INPUT RECORDS section start

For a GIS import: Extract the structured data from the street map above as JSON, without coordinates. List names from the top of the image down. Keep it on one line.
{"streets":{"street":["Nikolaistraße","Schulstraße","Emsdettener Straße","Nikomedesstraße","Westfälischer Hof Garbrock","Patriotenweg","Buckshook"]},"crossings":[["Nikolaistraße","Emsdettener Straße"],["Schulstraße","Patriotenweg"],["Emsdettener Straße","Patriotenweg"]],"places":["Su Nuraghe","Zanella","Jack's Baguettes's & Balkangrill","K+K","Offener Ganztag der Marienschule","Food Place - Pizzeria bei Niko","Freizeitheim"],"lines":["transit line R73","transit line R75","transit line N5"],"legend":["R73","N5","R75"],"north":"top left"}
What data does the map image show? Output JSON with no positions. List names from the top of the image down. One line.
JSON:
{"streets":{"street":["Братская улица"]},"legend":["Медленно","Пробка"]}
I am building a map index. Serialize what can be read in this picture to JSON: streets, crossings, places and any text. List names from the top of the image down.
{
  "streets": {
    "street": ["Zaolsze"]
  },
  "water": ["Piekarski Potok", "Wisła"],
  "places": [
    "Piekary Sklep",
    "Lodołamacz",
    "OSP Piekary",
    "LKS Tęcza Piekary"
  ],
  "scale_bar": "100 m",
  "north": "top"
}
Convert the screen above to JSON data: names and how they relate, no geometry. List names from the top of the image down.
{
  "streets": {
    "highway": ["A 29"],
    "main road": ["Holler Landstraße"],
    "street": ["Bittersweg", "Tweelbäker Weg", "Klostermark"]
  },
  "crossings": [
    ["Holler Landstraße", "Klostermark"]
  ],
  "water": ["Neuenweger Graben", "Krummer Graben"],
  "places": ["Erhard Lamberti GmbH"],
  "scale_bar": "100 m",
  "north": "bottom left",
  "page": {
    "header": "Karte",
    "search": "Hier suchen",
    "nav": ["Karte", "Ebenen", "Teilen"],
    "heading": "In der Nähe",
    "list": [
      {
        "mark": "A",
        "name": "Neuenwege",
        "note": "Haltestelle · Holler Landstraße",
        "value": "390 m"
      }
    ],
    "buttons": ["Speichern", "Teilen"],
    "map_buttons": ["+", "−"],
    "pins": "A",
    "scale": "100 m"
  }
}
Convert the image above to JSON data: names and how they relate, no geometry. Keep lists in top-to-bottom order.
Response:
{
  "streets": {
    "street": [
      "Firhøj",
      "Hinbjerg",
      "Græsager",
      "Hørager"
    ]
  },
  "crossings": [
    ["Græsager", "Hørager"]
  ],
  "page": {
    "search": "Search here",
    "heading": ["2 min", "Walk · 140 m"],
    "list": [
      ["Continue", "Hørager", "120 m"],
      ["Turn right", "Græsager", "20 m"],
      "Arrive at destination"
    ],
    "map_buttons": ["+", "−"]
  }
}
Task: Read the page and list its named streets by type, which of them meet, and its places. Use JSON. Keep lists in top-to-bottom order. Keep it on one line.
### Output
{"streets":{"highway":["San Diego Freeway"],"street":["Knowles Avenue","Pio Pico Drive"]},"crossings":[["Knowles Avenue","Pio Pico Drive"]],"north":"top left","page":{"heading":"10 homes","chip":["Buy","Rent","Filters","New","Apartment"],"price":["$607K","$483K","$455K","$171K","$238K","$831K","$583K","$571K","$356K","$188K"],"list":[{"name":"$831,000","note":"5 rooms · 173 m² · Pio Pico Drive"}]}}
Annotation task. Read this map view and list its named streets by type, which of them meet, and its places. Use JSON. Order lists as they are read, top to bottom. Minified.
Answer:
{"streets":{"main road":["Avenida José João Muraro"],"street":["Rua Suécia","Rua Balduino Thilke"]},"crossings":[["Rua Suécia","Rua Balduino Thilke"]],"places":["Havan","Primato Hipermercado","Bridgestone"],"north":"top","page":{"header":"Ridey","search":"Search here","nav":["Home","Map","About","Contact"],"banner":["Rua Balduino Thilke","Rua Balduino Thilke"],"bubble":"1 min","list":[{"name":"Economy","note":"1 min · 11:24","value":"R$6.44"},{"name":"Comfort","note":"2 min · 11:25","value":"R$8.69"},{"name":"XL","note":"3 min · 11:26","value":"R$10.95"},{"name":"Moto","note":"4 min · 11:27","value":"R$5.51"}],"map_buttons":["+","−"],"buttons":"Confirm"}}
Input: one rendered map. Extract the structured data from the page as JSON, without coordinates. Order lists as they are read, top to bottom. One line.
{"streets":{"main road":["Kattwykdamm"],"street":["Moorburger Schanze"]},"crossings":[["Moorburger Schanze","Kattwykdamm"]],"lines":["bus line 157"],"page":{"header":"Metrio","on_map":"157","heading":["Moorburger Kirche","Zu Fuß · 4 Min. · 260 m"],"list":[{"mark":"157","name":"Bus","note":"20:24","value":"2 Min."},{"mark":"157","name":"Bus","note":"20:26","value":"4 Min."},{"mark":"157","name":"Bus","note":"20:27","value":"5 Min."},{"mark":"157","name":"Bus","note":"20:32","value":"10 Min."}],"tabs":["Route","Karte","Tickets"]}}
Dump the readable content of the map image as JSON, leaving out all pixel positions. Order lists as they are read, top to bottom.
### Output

INPUT RECORDS section end

• WORK TASK:
Can you restate every record above word for word?

• TASK ANSWER:
For a GIS import: Extract the structured data from the street map above as JSON, without coordinates. List names from the top of the image down. Keep it on one line.
{"streets":{"street":["Nikolaistraße","Schulstraße","Emsdettener Straße","Nikomedesstraße","Westfälischer Hof Garbrock","Patriotenweg","Buckshook"]},"crossings":[["Nikolaistraße","Emsdettener Straße"],["Schulstraße","Patriotenweg"],["Emsdettener Straße","Patriotenweg"]],"places":["Su Nuraghe","Zanella","Jack's Baguettes's & Balkangrill","K+K","Offener Ganztag der Marienschule","Food Place - Pizzeria bei Niko","Freizeitheim"],"lines":["transit line R73","transit line R75","transit line N5"],"legend":["R73","N5","R75"],"north":"top left"}
What data does the map image show? Output JSON with no positions. List names from the top of the image down. One line.
JSON:
{"streets":{"street":["Братская улица"]},"legend":["Медленно","Пробка"]}
I am building a map index. Serialize what can be read in this picture to JSON: streets, crossings, places and any text. List names from the top of the image down.
{
  "streets": {
    "street": ["Zaolsze"]
  },
  "water": ["Piekarski Potok", "Wisła"],
  "places": [
    "Piekary Sklep",
    "Lodołamacz",
    "OSP Piekary",
    "LKS Tęcza Piekary"
  ],
  "scale_bar": "100 m",
  "north": "top"
}
Convert the screen above to JSON data: names and how they relate, no geometry. List names from the top of the image down.
{
  "streets": {
    "highway": ["A 29"],
    "main road": ["Holler Landstraße"],
    "street": ["Bittersweg", "Tweelbäker Weg", "Klostermark"]
  },
  "crossings": [
    ["Holler Landstraße", "Klostermark"]
  ],
  "water": ["Neuenweger Graben", "Krummer Graben"],
  "places": ["Erhard Lamberti GmbH"],
  "scale_bar": "100 m",
  "north": "bottom left",
  "page": {
    "header": "Karte",
    "search": "Hier suchen",
    "nav": ["Karte", "Ebenen", "Teilen"],
    "heading": "In der Nähe",
    "list": [
      {
        "mark": "A",
        "name": "Neuenwege",
        "note": "Haltestelle · Holler Landstraße",
        "value": "390 m"
      }
    ],
    "buttons": ["Speichern", "Teilen"],
    "map_buttons": ["+", "−"],
    "pins": "A",
    "scale": "100 m"
  }
}
Convert the image above to JSON data: names and how they relate, no geometry. Keep lists in top-to-bottom order.
Response:
{
  "streets": {
    "street": [
      "Firhøj",
      "Hinbjerg",
      "Græsager",
      "Hørager"
    ]
  },
  "crossings": [
    ["Græsager", "Hørager"]
  ],
  "page": {
    "search": "Search here",
    "heading": ["2 min", "Walk · 140 m"],
    "list": [
      ["Continue", "Hørager", "120 m"],
      ["Turn right", "Græsager", "20 m"],
      "Arrive at destination"
    ],
    "map_buttons": ["+", "−"]
  }
}
Task: Read the page and list its named streets by type, which of them meet, and its places. Use JSON. Keep lists in top-to-bottom order. Keep it on one line.
### Output
{"streets":{"highway":["San Diego Freeway"],"street":["Knowles Avenue","Pio Pico Drive"]},"crossings":[["Knowles Avenue","Pio Pico Drive"]],"north":"top left","page":{"heading":"10 homes","chip":["Buy","Rent","Filters","New","Apartment"],"price":["$607K","$483K","$455K","$171K","$238K","$831K","$583K","$571K","$356K","$188K"],"list":[{"name":"$831,000","note":"5 rooms · 173 m² · Pio Pico Drive"}]}}
Annotation task. Read this map view and list its named streets by type, which of them meet, and its places. Use JSON. Order lists as they are read, top to bottom. Minified.
Answer:
{"streets":{"main road":["Avenida José João Muraro"],"street":["Rua Suécia","Rua Balduino Thilke"]},"crossings":[["Rua Suécia","Rua Balduino Thilke"]],"places":["Havan","Primato Hipermercado","Bridgestone"],"north":"top","page":{"header":"Ridey","search":"Search here","nav":["Home","Map","About","Contact"],"banner":["Rua Balduino Thilke","Rua Balduino Thilke"],"bubble":"1 min","list":[{"name":"Economy","note":"1 min · 11:24","value":"R$6.44"},{"name":"Comfort","note":"2 min · 11:25","value":"R$8.69"},{"name":"XL","note":"3 min · 11:26","value":"R$10.95"},{"name":"Moto","note":"4 min · 11:27","value":"R$5.51"}],"map_buttons":["+","−"],"buttons":"Confirm"}}
Input: one rendered map. Extract the structured data from the page as JSON, without coordinates. Order lists as they are read, top to bottom. One line.
{"streets":{"main road":["Kattwykdamm"],"street":["Moorburger Schanze"]},"crossings":[["Moorburger Schanze","Kattwykdamm"]],"lines":["bus line 157"],"page":{"header":"Metrio","on_map":"157","heading":["Moorburger Kirche","Zu Fuß · 4 Min. · 260 m"],"list":[{"mark":"157","name":"Bus","note":"20:24","value":"2 Min."},{"mark":"157","name":"Bus","note":"20:26","value":"4 Min."},{"mark":"157","name":"Bus","note":"20:27","value":"5 Min."},{"mark":"157","name":"Bus","note":"20:32","value":"10 Min."}],"tabs":["Route","Karte","Tickets"]}}
Dump the readable content of the map image as JSON, leaving out all pixel positions. Order lists as they are read, top to bottom.
### Output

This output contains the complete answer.